**ACTIVITY:** Each line of the records below that holds "wherever" should be returned.

BEGIN MATERIAL FOR THIS EXERCISE

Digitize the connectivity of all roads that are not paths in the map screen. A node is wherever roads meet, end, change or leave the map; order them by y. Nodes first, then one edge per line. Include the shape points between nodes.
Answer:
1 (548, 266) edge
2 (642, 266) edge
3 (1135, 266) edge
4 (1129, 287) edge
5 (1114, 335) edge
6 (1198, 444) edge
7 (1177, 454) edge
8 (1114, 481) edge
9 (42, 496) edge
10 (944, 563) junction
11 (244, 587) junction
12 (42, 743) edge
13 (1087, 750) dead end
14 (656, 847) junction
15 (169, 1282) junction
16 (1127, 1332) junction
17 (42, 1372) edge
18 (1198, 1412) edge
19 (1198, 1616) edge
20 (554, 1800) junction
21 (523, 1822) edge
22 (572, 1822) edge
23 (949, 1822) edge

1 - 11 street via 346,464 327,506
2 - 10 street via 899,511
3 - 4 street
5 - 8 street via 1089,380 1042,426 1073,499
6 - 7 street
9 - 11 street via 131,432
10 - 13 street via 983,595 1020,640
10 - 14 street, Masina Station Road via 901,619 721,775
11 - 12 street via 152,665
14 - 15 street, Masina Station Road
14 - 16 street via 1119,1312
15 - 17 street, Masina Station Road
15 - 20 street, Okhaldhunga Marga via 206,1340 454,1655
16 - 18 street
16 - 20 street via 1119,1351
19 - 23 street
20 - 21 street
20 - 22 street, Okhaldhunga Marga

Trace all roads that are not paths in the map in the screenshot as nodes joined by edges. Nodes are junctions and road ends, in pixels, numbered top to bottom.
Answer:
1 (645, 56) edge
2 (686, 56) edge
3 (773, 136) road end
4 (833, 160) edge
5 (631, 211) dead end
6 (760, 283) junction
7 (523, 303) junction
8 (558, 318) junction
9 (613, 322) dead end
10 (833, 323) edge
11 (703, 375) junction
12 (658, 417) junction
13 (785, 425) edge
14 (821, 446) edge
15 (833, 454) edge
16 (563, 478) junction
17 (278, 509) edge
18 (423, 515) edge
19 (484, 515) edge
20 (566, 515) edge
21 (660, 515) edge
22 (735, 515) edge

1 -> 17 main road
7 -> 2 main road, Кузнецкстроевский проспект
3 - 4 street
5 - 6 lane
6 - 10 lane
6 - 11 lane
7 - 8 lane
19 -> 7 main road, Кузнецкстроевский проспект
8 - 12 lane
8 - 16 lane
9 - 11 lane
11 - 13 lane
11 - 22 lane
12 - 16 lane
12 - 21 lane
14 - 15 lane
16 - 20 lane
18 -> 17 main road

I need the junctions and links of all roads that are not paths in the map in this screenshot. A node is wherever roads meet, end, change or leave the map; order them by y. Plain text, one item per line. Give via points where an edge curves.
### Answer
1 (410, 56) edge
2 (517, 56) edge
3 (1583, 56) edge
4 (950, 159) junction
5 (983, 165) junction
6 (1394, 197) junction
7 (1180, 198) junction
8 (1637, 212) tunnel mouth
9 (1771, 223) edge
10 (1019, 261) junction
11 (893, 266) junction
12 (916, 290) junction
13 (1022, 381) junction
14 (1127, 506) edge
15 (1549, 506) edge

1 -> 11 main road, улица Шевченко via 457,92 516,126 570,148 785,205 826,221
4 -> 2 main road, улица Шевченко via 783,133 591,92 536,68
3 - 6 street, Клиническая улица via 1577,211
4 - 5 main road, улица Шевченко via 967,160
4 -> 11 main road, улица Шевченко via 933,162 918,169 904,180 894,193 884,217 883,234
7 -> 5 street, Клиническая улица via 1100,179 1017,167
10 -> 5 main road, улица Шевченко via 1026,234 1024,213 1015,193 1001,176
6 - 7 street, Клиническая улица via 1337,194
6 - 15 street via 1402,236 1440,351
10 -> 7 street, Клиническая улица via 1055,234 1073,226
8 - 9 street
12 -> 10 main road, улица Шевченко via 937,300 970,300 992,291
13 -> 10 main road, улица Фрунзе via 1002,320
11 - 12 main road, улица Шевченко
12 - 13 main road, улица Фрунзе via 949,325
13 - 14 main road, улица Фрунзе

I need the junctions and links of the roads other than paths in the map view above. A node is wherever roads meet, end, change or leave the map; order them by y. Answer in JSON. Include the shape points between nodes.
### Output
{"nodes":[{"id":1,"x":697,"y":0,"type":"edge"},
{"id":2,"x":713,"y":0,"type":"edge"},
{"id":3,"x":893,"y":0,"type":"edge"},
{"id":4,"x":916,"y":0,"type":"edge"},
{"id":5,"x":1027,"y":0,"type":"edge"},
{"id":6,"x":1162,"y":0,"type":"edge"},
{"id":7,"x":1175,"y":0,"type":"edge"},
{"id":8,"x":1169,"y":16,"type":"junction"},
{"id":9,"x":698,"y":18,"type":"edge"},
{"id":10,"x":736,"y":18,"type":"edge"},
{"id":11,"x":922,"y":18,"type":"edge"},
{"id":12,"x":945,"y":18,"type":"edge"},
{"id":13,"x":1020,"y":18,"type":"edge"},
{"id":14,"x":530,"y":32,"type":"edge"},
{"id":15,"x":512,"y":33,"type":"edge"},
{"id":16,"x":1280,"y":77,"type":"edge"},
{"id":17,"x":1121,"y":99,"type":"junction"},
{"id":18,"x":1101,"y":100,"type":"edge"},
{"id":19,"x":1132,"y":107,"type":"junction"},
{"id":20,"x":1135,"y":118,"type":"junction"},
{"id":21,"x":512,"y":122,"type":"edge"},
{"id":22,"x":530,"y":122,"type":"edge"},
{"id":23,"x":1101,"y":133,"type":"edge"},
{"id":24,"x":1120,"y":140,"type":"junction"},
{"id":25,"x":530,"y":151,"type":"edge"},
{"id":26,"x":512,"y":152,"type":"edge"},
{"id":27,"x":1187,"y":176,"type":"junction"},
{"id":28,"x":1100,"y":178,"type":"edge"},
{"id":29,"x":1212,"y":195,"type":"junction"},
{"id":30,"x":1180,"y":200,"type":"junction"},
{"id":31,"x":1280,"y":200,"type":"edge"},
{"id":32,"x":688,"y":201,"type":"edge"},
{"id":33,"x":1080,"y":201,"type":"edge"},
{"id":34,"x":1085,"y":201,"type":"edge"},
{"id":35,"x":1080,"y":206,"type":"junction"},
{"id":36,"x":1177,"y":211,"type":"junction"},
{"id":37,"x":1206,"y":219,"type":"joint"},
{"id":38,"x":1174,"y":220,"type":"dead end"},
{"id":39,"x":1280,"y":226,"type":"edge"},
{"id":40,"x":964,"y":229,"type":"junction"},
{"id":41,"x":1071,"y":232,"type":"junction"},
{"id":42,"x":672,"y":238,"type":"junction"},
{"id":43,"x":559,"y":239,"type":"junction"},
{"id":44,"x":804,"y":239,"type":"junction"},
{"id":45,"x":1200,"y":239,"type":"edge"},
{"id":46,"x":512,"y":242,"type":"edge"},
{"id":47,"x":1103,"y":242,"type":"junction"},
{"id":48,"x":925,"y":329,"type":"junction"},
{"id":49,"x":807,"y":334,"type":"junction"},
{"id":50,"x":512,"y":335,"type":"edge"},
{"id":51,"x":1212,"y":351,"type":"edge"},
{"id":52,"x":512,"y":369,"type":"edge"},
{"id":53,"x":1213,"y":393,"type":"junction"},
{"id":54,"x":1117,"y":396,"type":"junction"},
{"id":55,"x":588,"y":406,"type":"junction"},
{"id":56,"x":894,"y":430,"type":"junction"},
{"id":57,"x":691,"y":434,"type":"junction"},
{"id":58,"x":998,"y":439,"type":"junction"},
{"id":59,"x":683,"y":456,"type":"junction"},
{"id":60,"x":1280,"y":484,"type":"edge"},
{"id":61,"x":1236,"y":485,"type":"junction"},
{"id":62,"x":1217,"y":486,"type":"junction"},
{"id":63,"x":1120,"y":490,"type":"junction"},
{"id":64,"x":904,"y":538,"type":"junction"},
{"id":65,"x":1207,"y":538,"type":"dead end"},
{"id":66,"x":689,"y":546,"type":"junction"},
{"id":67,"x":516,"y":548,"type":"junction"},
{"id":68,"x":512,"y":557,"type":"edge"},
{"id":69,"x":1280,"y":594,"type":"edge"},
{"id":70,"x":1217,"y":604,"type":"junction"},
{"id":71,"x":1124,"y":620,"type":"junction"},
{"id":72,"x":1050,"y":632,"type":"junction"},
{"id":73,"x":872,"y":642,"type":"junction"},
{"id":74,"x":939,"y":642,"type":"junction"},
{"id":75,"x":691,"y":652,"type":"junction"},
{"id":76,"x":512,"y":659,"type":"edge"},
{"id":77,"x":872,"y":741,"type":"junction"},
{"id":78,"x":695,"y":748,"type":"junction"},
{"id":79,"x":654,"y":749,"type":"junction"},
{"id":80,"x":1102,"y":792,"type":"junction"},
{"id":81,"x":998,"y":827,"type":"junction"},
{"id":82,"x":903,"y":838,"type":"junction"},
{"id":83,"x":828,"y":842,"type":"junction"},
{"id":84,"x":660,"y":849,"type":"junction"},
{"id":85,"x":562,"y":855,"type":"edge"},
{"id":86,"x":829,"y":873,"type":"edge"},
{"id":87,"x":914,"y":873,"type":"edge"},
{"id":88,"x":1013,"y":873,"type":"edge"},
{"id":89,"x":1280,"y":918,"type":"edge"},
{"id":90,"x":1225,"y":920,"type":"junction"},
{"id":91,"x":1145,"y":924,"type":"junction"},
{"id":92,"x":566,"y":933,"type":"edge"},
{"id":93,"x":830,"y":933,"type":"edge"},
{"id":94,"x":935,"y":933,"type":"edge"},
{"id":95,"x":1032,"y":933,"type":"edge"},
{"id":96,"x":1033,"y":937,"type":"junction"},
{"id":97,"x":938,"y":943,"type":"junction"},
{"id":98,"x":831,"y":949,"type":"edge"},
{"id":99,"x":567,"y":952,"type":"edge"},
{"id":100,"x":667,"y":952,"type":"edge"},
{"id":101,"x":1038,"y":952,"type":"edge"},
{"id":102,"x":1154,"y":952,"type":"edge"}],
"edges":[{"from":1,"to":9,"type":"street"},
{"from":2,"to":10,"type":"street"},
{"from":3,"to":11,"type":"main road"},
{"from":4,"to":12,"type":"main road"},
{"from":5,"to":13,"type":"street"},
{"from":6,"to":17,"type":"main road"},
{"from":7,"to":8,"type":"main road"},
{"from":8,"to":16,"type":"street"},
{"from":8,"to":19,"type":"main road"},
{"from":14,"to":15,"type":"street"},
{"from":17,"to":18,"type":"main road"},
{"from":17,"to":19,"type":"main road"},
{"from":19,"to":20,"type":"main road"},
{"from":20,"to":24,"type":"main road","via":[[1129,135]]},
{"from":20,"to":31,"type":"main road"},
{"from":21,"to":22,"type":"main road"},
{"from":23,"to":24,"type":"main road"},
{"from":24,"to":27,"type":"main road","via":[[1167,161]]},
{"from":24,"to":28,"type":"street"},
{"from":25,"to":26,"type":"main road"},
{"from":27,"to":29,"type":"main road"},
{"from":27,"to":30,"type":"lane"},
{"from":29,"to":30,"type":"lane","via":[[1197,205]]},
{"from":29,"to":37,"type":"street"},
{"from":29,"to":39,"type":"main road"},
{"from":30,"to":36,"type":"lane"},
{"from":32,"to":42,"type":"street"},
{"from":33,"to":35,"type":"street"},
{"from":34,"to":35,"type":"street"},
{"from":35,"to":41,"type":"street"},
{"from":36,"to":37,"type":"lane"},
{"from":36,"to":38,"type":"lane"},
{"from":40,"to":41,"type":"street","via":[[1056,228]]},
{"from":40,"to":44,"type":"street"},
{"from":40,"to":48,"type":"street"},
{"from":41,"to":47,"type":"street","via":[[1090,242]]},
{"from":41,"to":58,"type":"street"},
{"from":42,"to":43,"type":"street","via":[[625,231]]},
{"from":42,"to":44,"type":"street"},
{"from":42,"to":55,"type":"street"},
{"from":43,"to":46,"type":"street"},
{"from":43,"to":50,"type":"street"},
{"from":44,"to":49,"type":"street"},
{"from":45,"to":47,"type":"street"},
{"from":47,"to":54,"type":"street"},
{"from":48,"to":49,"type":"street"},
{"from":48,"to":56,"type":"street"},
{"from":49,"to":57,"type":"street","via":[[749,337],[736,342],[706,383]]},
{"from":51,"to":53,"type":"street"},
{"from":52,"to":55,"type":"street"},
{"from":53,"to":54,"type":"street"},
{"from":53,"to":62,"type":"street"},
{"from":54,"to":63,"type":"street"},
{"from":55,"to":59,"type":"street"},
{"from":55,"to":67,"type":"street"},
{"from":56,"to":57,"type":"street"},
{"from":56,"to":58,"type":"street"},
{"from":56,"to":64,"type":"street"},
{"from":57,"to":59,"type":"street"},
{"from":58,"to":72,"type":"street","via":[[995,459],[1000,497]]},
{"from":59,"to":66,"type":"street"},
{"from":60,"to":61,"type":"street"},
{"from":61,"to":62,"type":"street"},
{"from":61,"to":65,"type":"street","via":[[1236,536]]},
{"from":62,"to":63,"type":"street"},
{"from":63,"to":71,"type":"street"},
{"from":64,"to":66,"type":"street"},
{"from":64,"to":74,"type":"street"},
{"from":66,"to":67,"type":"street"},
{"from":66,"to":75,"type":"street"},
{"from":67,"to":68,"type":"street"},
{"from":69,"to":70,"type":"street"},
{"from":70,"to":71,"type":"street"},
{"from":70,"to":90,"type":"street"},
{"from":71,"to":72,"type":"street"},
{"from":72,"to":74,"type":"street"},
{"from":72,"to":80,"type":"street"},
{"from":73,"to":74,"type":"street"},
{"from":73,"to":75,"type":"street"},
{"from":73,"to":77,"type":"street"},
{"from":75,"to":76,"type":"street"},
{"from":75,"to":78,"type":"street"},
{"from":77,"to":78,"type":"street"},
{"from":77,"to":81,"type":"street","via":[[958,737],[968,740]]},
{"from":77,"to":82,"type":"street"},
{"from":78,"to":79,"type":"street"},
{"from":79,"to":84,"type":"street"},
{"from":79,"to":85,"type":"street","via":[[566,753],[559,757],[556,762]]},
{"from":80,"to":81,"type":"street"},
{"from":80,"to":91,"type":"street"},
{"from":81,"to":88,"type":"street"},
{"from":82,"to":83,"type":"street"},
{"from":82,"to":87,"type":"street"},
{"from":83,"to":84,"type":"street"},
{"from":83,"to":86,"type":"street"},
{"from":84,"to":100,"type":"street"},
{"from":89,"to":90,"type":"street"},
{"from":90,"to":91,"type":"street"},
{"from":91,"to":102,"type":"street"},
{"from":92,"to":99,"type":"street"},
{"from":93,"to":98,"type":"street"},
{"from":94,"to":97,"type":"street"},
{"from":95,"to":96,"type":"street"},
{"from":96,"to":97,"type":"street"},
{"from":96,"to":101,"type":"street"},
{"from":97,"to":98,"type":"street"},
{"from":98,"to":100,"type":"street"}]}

END MATERIAL FOR THIS EXERCISE

**THE ANSWER:**
Digitize the connectivity of all roads that are not paths in the map screen. A node is wherever roads meet, end, change or leave the map; order them by y. Nodes first, then one edge per line. Include the shape points between nodes.
I need the junctions and links of all roads that are not paths in the map in this screenshot. A node is wherever roads meet, end, change or leave the map; order them by y. Plain text, one item per line. Give via points where an edge curves.
I need the junctions and links of the roads other than paths in the map view above. A node is wherever roads meet, end, change or leave the map; order them by y. Answer in JSON. Include the shape points between nodes.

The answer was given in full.